Instructions to follow:
Locate the word "page" in the material, then show every line that holds it.

Source information:
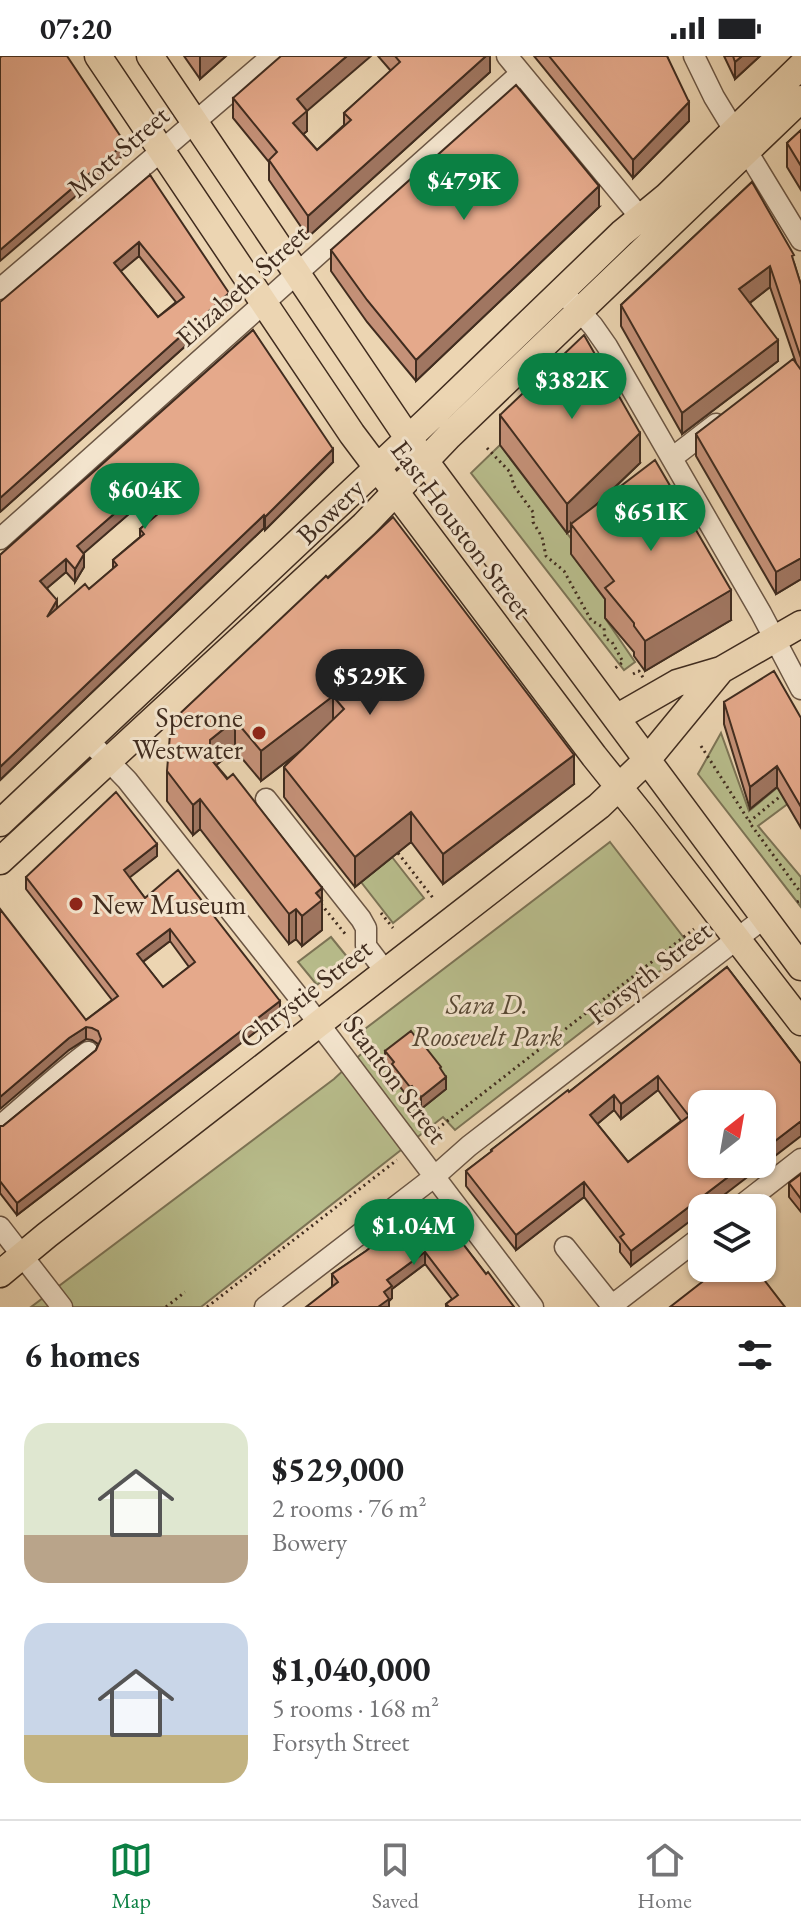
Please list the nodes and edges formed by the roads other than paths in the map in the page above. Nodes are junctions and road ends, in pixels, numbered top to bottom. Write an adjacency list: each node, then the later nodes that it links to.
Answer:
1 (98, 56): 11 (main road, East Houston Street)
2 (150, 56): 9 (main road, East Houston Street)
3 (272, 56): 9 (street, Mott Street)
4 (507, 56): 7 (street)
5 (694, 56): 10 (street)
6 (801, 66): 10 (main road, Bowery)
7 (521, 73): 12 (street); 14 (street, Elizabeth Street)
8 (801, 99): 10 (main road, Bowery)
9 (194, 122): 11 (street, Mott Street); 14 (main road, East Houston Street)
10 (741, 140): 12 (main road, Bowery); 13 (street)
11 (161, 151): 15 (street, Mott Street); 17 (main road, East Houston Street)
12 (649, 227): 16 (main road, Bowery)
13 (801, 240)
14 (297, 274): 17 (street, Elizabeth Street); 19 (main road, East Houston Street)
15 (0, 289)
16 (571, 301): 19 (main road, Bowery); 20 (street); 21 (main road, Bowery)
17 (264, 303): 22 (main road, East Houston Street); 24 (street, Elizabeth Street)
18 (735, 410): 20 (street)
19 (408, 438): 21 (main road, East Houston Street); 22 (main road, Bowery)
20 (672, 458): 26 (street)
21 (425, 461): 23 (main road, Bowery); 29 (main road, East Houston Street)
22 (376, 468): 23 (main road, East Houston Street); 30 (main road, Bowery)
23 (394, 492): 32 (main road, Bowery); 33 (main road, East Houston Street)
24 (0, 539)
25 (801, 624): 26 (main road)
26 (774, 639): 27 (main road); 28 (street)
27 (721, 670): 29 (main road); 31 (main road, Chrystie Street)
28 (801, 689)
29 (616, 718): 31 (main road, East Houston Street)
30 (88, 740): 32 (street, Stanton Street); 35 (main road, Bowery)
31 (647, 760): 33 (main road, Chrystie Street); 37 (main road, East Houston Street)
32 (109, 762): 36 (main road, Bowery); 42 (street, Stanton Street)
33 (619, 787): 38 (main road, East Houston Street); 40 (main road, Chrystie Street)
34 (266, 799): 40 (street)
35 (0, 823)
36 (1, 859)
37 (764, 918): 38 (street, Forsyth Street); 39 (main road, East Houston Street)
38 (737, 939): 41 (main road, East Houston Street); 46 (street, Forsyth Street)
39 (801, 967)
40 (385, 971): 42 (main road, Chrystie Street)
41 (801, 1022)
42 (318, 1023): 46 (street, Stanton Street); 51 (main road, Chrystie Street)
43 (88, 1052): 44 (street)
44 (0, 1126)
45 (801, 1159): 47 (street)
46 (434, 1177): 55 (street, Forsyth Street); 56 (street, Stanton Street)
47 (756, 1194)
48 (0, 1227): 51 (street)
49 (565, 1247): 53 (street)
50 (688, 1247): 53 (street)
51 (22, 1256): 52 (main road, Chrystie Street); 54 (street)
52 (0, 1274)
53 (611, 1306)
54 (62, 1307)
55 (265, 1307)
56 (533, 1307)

==

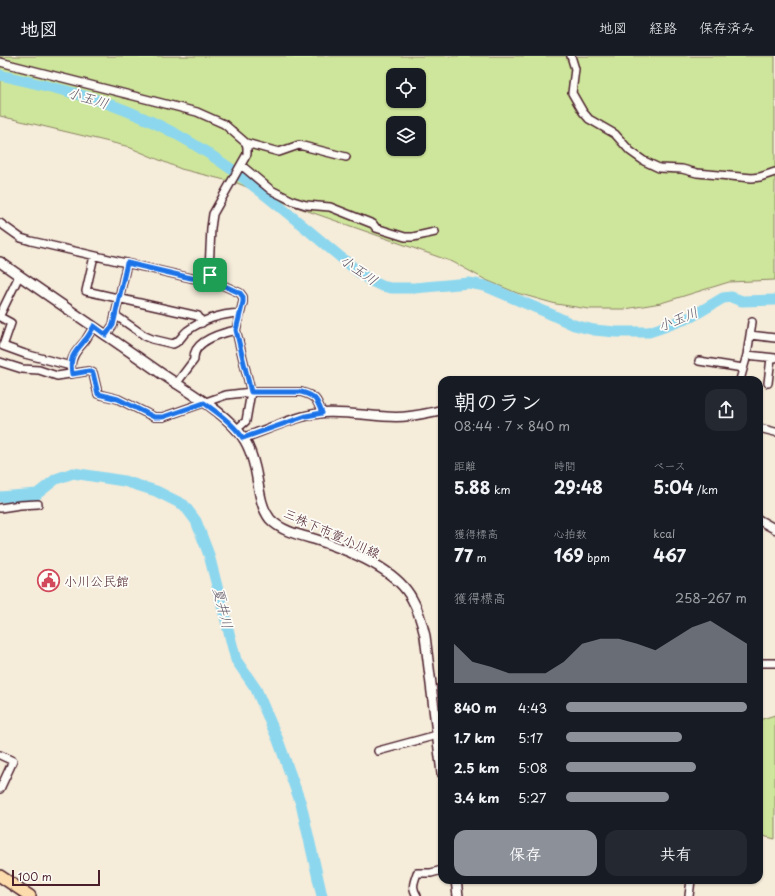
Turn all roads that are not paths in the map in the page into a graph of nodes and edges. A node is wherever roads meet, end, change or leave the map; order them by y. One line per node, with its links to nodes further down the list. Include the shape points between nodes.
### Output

Expected answer:
Please list the nodes and edges formed by the roads other than paths in the map in the page above. Nodes are junctions and road ends, in pixels, numbered top to bottom. Write an adjacency list: each node, then the later nodes that it links to.
Turn all roads that are not paths in the map in the page into a graph of nodes and edges. A node is wherever roads meet, end, change or leave the map; order them by y. One line per node, with its links to nodes further down the list. Include the shape points between nodes.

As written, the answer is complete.